*** Supplied material ***
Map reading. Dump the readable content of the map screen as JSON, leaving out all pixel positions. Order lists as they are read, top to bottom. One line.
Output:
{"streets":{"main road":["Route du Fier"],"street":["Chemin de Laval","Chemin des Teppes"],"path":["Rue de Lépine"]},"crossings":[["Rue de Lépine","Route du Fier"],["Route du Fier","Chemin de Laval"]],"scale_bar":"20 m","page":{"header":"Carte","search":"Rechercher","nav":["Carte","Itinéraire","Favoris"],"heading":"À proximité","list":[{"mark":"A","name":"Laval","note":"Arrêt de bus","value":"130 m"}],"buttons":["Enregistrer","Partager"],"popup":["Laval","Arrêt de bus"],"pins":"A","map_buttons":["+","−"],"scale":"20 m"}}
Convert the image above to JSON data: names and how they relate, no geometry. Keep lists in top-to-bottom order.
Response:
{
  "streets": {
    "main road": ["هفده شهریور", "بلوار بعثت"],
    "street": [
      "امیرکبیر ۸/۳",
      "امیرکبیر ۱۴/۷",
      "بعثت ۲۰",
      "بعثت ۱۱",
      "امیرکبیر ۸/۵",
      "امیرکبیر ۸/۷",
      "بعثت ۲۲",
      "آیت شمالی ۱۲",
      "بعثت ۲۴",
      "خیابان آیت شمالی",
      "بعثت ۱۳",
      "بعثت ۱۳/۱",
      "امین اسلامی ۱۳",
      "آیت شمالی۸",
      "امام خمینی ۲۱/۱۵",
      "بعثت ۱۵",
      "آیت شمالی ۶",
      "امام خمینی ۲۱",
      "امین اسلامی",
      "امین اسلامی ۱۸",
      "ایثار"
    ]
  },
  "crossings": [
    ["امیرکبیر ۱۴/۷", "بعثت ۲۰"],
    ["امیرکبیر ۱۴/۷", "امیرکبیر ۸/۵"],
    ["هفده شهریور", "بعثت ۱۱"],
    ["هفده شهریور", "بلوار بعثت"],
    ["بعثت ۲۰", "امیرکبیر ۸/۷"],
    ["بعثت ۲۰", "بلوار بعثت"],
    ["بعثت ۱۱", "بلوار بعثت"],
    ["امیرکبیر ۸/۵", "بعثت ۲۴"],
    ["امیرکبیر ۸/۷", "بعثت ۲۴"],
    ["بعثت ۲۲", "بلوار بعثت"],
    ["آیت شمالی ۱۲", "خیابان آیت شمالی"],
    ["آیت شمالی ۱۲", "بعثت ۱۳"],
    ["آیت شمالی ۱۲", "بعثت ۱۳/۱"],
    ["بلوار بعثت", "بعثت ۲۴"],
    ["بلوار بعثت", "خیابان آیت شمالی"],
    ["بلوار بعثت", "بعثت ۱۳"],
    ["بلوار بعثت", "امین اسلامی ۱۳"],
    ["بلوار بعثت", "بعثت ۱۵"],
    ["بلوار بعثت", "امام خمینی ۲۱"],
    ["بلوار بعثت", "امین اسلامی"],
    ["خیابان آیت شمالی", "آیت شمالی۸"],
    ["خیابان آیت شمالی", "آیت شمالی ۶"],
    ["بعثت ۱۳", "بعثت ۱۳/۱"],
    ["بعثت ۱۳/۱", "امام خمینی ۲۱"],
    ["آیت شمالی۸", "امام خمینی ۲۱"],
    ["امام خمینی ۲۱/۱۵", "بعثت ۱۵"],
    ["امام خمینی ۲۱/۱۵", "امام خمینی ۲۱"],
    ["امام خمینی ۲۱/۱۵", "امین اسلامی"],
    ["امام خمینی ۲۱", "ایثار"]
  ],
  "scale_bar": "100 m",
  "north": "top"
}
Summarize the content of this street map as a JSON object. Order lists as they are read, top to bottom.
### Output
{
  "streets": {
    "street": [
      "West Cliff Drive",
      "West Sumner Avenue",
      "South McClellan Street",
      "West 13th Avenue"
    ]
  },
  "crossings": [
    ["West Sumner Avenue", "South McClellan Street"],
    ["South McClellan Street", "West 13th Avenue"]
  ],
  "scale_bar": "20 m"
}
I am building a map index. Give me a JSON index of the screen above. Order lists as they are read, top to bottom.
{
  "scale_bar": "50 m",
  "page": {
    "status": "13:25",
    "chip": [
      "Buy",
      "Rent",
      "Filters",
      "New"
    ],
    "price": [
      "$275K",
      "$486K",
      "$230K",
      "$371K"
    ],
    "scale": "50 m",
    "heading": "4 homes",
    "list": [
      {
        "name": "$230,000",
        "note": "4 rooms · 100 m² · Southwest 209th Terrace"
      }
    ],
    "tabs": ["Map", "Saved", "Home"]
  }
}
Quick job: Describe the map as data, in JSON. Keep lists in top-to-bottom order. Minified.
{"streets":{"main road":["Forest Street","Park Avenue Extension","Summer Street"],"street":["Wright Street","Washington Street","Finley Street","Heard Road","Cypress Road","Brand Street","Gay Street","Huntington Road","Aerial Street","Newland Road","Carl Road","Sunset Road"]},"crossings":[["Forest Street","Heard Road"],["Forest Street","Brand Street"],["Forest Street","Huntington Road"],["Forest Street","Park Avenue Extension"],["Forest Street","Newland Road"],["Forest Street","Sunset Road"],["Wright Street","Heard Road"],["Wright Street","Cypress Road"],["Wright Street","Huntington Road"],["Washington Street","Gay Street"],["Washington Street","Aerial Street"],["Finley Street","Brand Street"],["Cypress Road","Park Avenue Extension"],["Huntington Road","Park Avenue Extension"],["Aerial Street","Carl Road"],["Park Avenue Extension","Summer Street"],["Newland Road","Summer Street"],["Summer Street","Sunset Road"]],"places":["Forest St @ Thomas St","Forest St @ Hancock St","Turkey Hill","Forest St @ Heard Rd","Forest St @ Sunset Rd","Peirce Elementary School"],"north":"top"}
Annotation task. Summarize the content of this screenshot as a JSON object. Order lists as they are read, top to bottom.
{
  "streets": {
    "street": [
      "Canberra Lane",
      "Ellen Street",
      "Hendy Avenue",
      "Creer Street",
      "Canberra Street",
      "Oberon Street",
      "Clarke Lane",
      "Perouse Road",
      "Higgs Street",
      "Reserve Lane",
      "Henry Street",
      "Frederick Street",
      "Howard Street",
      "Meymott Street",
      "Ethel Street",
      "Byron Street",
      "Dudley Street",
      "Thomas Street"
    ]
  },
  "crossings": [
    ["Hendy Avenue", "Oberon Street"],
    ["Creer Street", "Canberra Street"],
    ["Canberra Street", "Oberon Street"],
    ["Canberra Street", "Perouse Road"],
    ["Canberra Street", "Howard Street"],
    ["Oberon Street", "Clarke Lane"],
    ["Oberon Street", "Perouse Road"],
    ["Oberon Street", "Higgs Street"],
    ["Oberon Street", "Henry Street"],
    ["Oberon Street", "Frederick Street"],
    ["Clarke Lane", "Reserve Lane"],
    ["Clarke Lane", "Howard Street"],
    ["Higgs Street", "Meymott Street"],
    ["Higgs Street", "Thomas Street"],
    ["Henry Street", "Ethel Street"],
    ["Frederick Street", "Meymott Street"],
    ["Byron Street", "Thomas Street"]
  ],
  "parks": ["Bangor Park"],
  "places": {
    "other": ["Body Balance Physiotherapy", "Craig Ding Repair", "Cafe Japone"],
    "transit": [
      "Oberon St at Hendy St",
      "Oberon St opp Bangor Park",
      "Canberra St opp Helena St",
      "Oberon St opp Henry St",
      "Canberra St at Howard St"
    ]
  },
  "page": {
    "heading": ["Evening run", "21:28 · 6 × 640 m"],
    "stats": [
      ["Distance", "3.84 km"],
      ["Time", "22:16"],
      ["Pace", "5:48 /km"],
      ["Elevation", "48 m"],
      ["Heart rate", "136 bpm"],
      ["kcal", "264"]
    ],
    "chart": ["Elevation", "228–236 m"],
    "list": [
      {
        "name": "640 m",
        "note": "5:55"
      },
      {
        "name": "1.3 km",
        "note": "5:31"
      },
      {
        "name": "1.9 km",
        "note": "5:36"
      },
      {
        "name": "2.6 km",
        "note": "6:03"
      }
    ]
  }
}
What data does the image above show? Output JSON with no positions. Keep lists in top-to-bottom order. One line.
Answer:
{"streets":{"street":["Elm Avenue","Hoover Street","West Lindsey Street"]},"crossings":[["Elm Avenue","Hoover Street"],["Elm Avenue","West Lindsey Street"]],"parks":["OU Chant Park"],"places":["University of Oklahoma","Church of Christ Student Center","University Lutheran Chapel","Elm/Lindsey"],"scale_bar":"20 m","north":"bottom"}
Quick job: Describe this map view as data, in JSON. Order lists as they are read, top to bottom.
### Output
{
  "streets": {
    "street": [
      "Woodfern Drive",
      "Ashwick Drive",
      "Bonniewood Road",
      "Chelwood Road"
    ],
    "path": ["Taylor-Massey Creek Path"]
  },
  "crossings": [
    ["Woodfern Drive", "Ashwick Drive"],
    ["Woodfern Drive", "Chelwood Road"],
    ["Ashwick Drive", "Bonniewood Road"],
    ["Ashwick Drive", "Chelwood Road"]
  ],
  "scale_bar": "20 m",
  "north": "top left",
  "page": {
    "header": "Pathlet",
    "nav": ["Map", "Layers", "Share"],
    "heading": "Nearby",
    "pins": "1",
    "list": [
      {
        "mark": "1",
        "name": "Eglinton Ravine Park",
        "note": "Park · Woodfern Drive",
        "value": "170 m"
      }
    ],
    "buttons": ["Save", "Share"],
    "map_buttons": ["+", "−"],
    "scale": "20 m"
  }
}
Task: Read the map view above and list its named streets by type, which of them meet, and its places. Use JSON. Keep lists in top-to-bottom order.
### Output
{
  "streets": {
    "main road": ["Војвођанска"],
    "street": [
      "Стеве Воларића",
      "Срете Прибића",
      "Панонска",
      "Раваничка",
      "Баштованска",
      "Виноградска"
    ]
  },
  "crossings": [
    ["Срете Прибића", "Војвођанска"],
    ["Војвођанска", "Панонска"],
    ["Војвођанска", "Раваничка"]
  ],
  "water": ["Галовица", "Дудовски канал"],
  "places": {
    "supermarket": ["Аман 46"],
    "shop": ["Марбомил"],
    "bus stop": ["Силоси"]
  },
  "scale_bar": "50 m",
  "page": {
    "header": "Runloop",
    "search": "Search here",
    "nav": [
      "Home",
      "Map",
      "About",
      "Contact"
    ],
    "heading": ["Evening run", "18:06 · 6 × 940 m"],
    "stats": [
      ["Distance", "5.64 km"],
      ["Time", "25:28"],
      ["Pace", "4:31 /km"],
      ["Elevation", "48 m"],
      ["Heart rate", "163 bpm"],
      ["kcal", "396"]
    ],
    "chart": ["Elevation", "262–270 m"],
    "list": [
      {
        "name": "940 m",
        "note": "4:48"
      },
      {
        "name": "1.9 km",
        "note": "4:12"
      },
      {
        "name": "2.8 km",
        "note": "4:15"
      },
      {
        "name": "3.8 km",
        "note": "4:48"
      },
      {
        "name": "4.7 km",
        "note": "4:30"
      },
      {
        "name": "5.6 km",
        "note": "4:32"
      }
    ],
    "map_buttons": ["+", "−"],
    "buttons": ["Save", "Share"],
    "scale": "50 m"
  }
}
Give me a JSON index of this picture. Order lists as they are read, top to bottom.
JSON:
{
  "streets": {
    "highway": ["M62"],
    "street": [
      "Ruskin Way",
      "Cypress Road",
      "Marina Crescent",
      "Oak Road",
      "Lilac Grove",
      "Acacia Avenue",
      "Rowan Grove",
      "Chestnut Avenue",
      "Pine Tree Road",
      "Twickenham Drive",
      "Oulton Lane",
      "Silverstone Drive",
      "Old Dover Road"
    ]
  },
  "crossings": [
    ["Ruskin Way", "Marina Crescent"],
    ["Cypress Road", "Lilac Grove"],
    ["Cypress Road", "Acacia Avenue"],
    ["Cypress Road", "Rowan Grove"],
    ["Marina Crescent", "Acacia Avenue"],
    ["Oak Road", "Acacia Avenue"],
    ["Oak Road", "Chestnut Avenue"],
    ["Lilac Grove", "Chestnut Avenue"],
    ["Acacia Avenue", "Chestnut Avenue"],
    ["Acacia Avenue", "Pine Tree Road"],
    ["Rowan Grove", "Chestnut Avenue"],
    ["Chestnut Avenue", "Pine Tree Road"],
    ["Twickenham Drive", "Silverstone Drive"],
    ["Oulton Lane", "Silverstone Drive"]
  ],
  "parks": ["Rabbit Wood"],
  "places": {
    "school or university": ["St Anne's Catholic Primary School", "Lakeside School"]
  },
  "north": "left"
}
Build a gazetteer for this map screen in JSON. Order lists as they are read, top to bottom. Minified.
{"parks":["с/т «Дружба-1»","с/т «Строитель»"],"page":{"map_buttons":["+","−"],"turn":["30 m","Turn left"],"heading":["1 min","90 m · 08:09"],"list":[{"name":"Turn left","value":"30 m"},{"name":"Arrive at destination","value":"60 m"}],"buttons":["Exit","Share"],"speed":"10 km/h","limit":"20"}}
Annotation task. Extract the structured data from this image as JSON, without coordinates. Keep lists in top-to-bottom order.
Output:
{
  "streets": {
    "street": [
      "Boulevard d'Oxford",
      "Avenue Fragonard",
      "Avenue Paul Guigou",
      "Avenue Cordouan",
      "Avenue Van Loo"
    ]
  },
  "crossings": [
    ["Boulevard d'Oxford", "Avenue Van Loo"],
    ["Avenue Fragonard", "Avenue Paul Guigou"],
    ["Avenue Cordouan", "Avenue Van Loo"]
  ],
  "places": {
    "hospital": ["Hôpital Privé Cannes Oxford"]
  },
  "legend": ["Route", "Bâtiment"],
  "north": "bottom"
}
***
Your assignment » Whenever the word "Paul" shows up in a line above, copy that line.

Solution to this task »
      "Avenue Paul Guigou",
    ["Avenue Fragonard", "Avenue Paul Guigou"],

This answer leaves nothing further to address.